Your task:
An answer that reproduces all the entries exactly is what is needed.

****************

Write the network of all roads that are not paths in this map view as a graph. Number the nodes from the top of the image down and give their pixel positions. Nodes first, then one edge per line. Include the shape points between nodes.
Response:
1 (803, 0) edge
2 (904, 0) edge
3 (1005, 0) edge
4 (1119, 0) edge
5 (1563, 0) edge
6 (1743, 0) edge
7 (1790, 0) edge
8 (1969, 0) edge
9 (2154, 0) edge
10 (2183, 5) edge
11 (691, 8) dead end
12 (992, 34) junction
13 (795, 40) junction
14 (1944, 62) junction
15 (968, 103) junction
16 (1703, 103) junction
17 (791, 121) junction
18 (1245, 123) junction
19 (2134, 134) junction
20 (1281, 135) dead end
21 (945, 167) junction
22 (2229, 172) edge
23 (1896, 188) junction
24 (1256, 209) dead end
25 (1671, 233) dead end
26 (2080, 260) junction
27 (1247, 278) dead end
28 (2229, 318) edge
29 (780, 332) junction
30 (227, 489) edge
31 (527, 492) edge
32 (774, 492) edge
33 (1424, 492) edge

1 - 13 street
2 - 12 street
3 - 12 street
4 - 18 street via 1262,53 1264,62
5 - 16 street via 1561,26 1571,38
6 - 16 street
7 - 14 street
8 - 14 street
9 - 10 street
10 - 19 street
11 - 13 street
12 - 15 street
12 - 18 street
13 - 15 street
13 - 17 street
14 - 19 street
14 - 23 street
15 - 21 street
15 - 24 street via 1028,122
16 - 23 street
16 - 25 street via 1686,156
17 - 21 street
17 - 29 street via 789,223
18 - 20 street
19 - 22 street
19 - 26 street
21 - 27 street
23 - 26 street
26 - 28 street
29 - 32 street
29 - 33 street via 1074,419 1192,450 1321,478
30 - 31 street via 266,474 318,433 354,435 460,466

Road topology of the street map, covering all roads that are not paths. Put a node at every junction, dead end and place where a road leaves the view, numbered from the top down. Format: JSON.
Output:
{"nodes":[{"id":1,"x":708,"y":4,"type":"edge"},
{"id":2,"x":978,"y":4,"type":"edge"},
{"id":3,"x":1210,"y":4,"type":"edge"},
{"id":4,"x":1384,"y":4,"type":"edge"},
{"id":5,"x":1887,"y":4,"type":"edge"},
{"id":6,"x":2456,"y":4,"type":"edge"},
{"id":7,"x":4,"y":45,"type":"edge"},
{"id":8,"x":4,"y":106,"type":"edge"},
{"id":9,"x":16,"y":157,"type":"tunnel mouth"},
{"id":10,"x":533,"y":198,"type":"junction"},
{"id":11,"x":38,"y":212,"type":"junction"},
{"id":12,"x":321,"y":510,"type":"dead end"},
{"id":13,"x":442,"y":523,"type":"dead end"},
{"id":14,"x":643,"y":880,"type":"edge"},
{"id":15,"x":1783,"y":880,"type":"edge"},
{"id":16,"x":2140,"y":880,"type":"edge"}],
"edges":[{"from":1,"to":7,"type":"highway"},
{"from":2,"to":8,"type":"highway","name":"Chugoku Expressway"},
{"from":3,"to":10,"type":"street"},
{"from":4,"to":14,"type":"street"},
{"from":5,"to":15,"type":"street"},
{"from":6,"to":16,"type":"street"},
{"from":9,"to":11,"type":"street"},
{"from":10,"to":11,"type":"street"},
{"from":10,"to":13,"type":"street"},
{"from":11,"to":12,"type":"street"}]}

****************

Output for this exercise:
Write the network of all roads that are not paths in this map view as a graph. Number the nodes from the top of the image down and give their pixel positions. Nodes first, then one edge per line. Include the shape points between nodes.
Response:
1 (803, 0) edge
2 (904, 0) edge
3 (1005, 0) edge
4 (1119, 0) edge
5 (1563, 0) edge
6 (1743, 0) edge
7 (1790, 0) edge
8 (1969, 0) edge
9 (2154, 0) edge
10 (2183, 5) edge
11 (691, 8) dead end
12 (992, 34) junction
13 (795, 40) junction
14 (1944, 62) junction
15 (968, 103) junction
16 (1703, 103) junction
17 (791, 121) junction
18 (1245, 123) junction
19 (2134, 134) junction
20 (1281, 135) dead end
21 (945, 167) junction
22 (2229, 172) edge
23 (1896, 188) junction
24 (1256, 209) dead end
25 (1671, 233) dead end
26 (2080, 260) junction
27 (1247, 278) dead end
28 (2229, 318) edge
29 (780, 332) junction
30 (227, 489) edge
31 (527, 492) edge
32 (774, 492) edge
33 (1424, 492) edge

1 - 13 street
2 - 12 street
3 - 12 street
4 - 18 street via 1262,53 1264,62
5 - 16 street via 1561,26 1571,38
6 - 16 street
7 - 14 street
8 - 14 street
9 - 10 street
10 - 19 street
11 - 13 street
12 - 15 street
12 - 18 street
13 - 15 street
13 - 17 street
14 - 19 street
14 - 23 street
15 - 21 street
15 - 24 street via 1028,122
16 - 23 street
16 - 25 street via 1686,156
17 - 21 street
17 - 29 street via 789,223
18 - 20 street
19 - 22 street
19 - 26 street
21 - 27 street
23 - 26 street
26 - 28 street
29 - 32 street
29 - 33 street via 1074,419 1192,450 1321,478
30 - 31 street via 266,474 318,433 354,435 460,466

Road topology of the street map, covering all roads that are not paths. Put a node at every junction, dead end and place where a road leaves the view, numbered from the top down. Format: JSON.
Output:
{"nodes":[{"id":1,"x":708,"y":4,"type":"edge"},
{"id":2,"x":978,"y":4,"type":"edge"},
{"id":3,"x":1210,"y":4,"type":"edge"},
{"id":4,"x":1384,"y":4,"type":"edge"},
{"id":5,"x":1887,"y":4,"type":"edge"},
{"id":6,"x":2456,"y":4,"type":"edge"},
{"id":7,"x":4,"y":45,"type":"edge"},
{"id":8,"x":4,"y":106,"type":"edge"},
{"id":9,"x":16,"y":157,"type":"tunnel mouth"},
{"id":10,"x":533,"y":198,"type":"junction"},
{"id":11,"x":38,"y":212,"type":"junction"},
{"id":12,"x":321,"y":510,"type":"dead end"},
{"id":13,"x":442,"y":523,"type":"dead end"},
{"id":14,"x":643,"y":880,"type":"edge"},
{"id":15,"x":1783,"y":880,"type":"edge"},
{"id":16,"x":2140,"y":880,"type":"edge"}],
"edges":[{"from":1,"to":7,"type":"highway"},
{"from":2,"to":8,"type":"highway","name":"Chugoku Expressway"},
{"from":3,"to":10,"type":"street"},
{"from":4,"to":14,"type":"street"},
{"from":5,"to":15,"type":"street"},
{"from":6,"to":16,"type":"street"},
{"from":9,"to":11,"type":"street"},
{"from":10,"to":11,"type":"street"},
{"from":10,"to":13,"type":"street"},
{"from":11,"to":12,"type":"street"}]}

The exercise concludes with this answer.